BEGIN
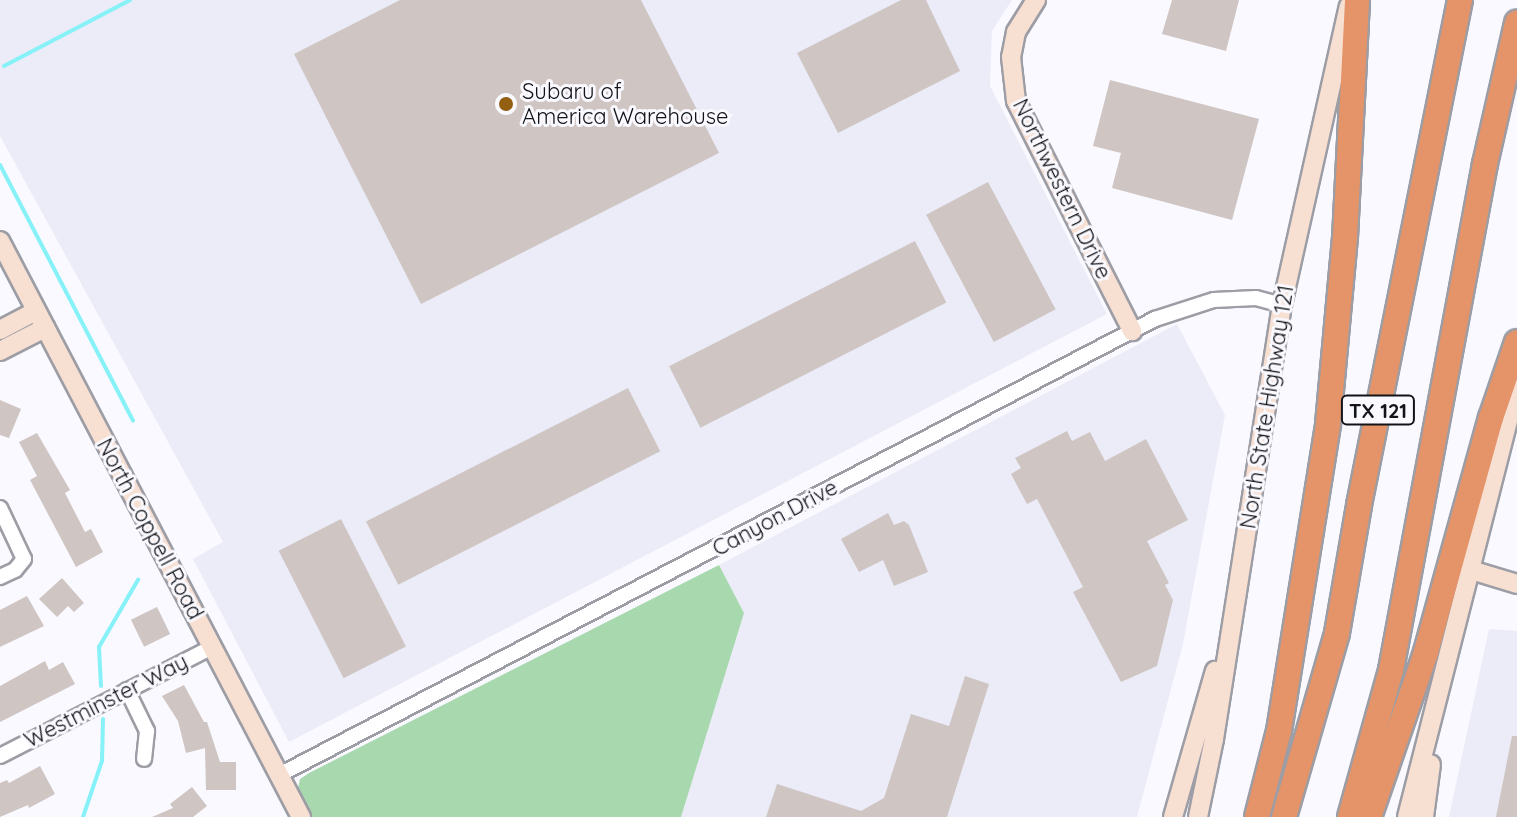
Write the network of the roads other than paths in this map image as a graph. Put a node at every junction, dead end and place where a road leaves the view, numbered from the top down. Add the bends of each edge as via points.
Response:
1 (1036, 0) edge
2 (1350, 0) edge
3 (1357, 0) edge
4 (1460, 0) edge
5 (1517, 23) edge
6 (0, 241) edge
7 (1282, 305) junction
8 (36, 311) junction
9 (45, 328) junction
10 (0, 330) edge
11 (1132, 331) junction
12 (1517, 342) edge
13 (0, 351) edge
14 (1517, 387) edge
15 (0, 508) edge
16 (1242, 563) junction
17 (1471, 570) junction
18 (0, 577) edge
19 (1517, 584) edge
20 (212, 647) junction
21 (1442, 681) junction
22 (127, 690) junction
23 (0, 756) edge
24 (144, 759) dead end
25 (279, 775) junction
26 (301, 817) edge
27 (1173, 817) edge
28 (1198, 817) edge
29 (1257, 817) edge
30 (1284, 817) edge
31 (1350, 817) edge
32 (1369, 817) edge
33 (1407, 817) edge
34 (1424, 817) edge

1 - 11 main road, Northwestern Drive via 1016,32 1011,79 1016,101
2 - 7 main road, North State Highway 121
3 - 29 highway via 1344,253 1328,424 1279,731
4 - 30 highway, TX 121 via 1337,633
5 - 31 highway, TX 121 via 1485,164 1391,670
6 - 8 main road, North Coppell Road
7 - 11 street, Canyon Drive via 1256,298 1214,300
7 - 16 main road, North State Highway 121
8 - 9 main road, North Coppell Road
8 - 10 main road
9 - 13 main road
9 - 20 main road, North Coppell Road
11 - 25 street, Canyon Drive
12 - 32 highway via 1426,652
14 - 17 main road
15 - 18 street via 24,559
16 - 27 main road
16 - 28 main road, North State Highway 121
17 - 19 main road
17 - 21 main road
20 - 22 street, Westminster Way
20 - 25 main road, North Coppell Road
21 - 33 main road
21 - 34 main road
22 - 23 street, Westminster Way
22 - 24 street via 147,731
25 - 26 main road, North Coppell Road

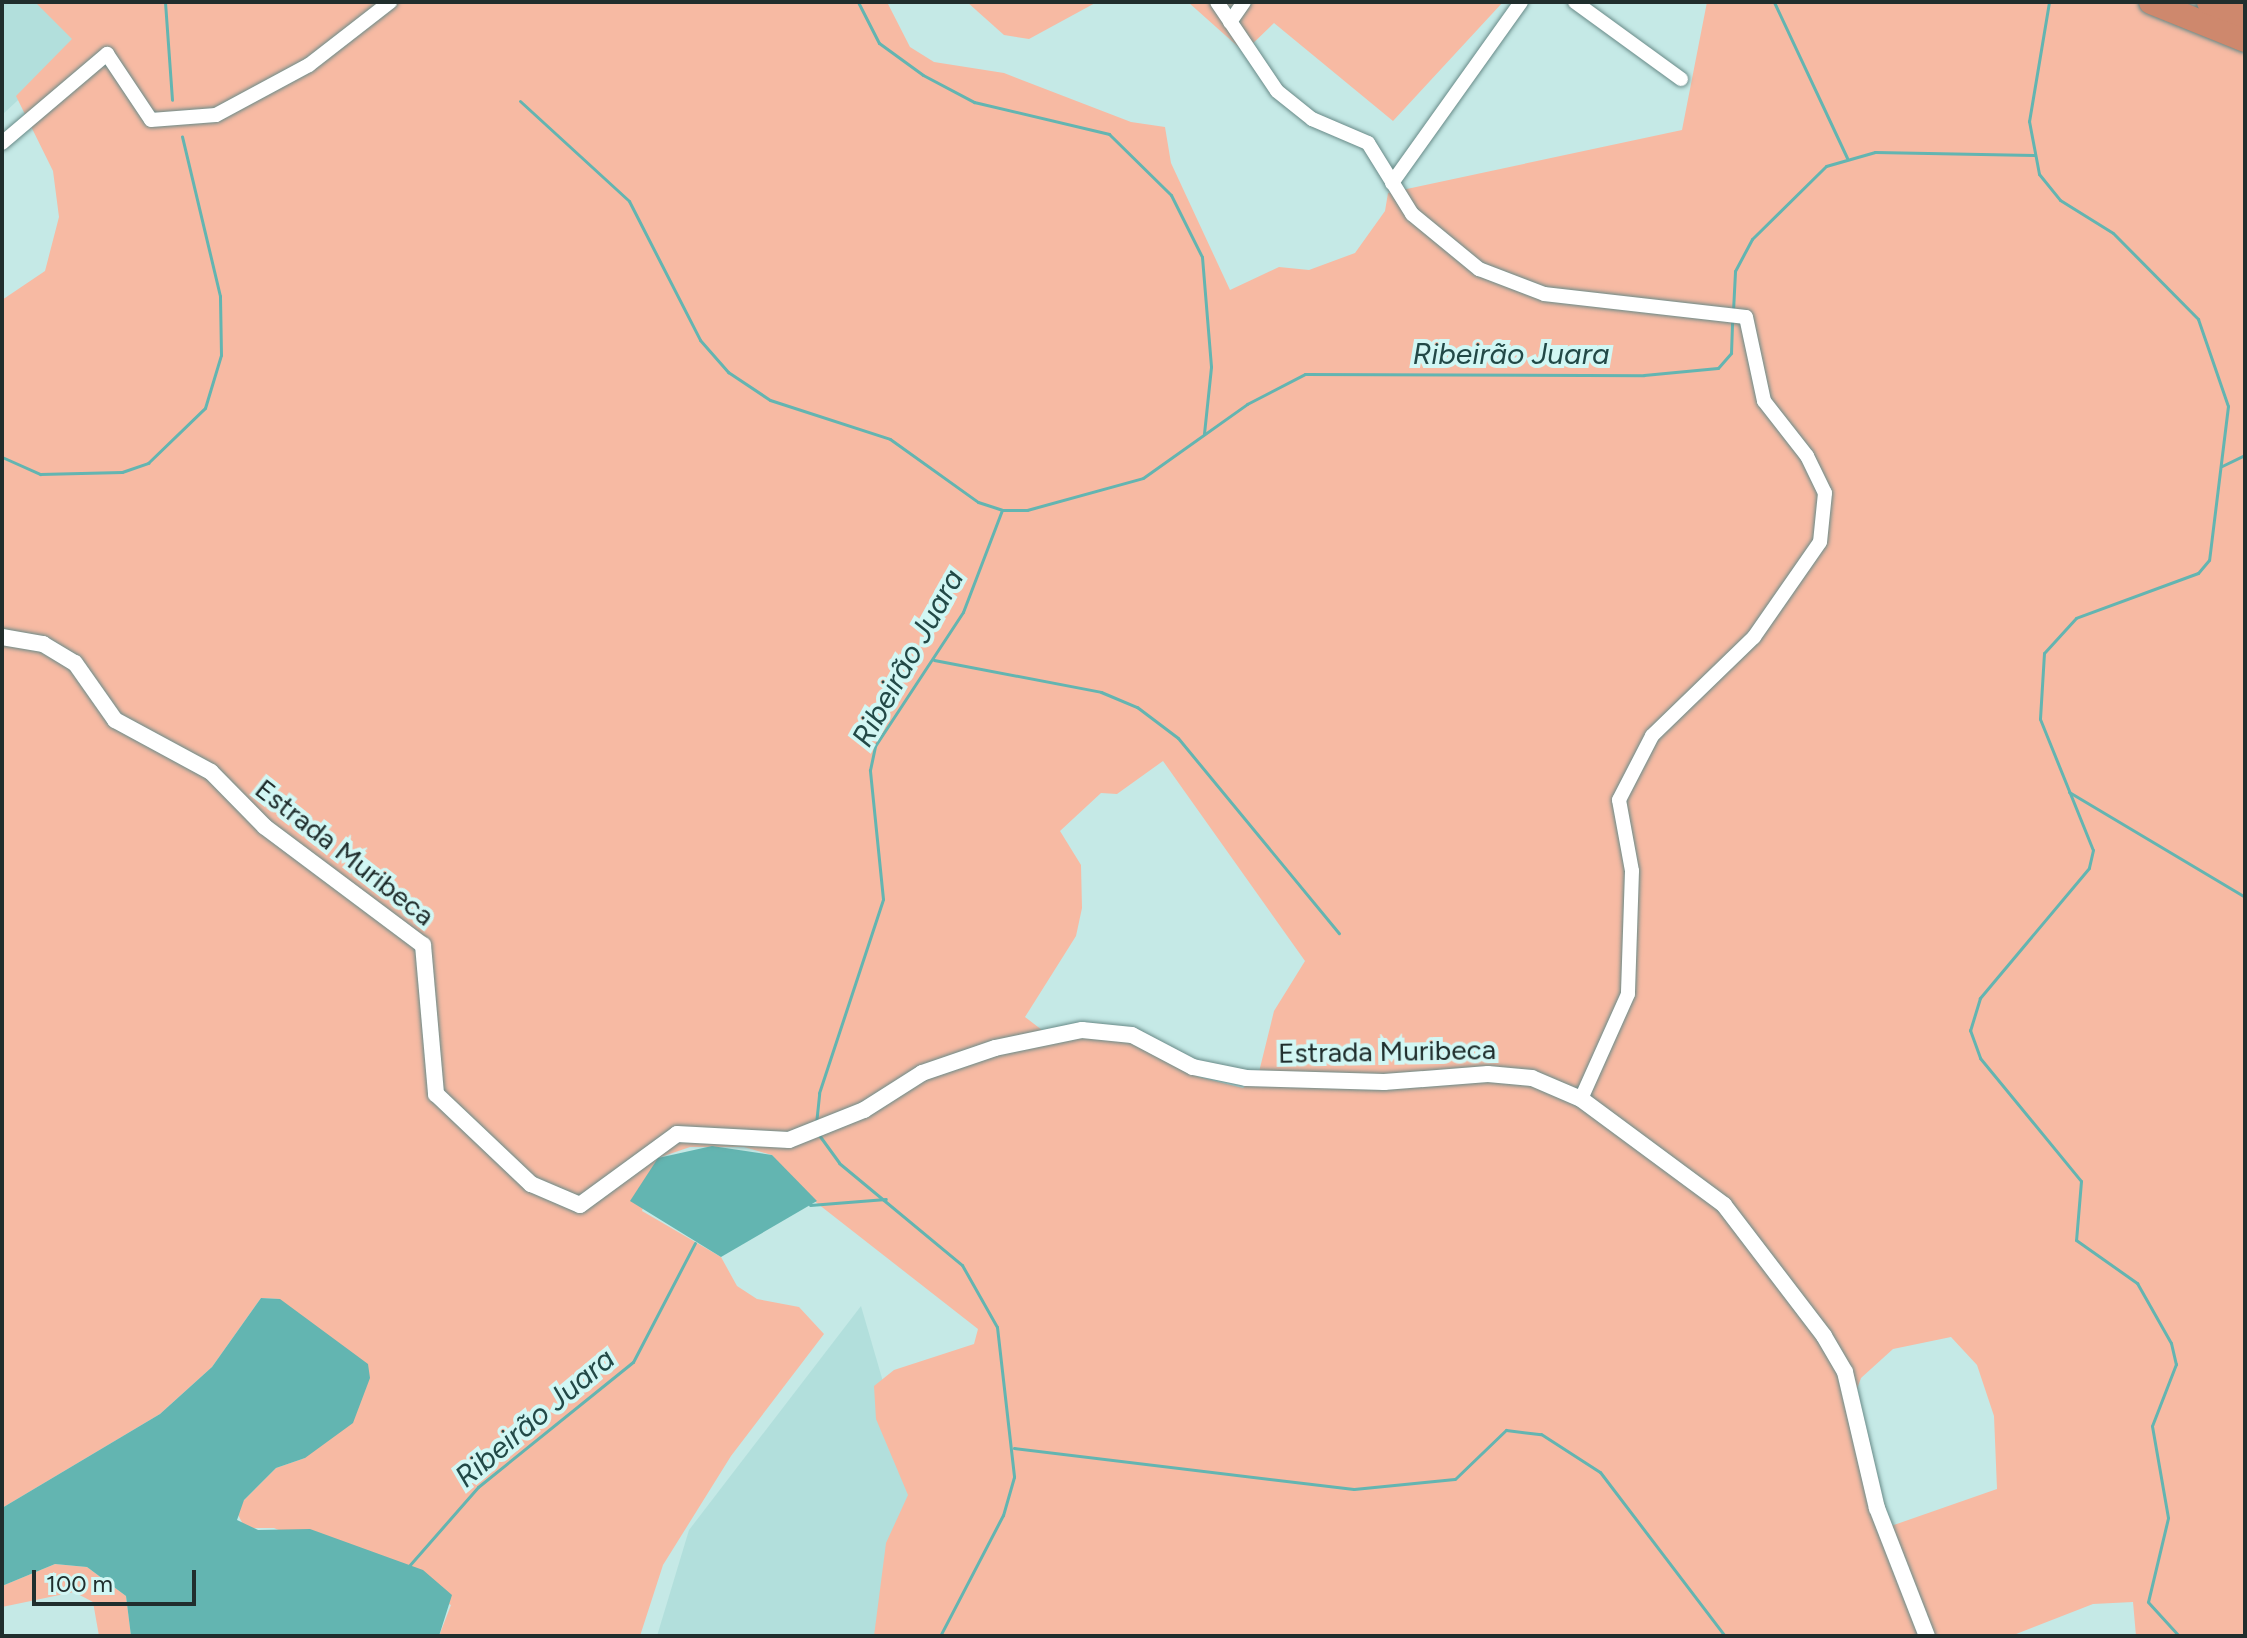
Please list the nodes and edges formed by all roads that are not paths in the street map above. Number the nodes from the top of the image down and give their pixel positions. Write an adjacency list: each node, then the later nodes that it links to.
END
● **WHAT YOU WILL DO**
Where an entry contains an image, leave the image out; otherwise retype everything exactly.

● **ANSWER TO THE PROBLEM**
Write the network of the roads other than paths in this map image as a graph. Put a node at every junction, dead end and place where a road leaves the view, numbered from the top down. Add the bends of each edge as via points.
Response:
1 (1036, 0) edge
2 (1350, 0) edge
3 (1357, 0) edge
4 (1460, 0) edge
5 (1517, 23) edge
6 (0, 241) edge
7 (1282, 305) junction
8 (36, 311) junction
9 (45, 328) junction
10 (0, 330) edge
11 (1132, 331) junction
12 (1517, 342) edge
13 (0, 351) edge
14 (1517, 387) edge
15 (0, 508) edge
16 (1242, 563) junction
17 (1471, 570) junction
18 (0, 577) edge
19 (1517, 584) edge
20 (212, 647) junction
21 (1442, 681) junction
22 (127, 690) junction
23 (0, 756) edge
24 (144, 759) dead end
25 (279, 775) junction
26 (301, 817) edge
27 (1173, 817) edge
28 (1198, 817) edge
29 (1257, 817) edge
30 (1284, 817) edge
31 (1350, 817) edge
32 (1369, 817) edge
33 (1407, 817) edge
34 (1424, 817) edge

1 - 11 main road, Northwestern Drive via 1016,32 1011,79 1016,101
2 - 7 main road, North State Highway 121
3 - 29 highway via 1344,253 1328,424 1279,731
4 - 30 highway, TX 121 via 1337,633
5 - 31 highway, TX 121 via 1485,164 1391,670
6 - 8 main road, North Coppell Road
7 - 11 street, Canyon Drive via 1256,298 1214,300
7 - 16 main road, North State Highway 121
8 - 9 main road, North Coppell Road
8 - 10 main road
9 - 13 main road
9 - 20 main road, North Coppell Road
11 - 25 street, Canyon Drive
12 - 32 highway via 1426,652
14 - 17 main road
15 - 18 street via 24,559
16 - 27 main road
16 - 28 main road, North State Highway 121
17 - 19 main road
17 - 21 main road
20 - 22 street, Westminster Way
20 - 25 main road, North Coppell Road
21 - 33 main road
21 - 34 main road
22 - 23 street, Westminster Way
22 - 24 street via 147,731
25 - 26 main road, North Coppell Road

Please list the nodes and edges formed by all roads that are not paths in the street map above. Number the nodes from the top of the image down and give their pixel positions. Write an adjacency list: each node, then the later nodes that it links to.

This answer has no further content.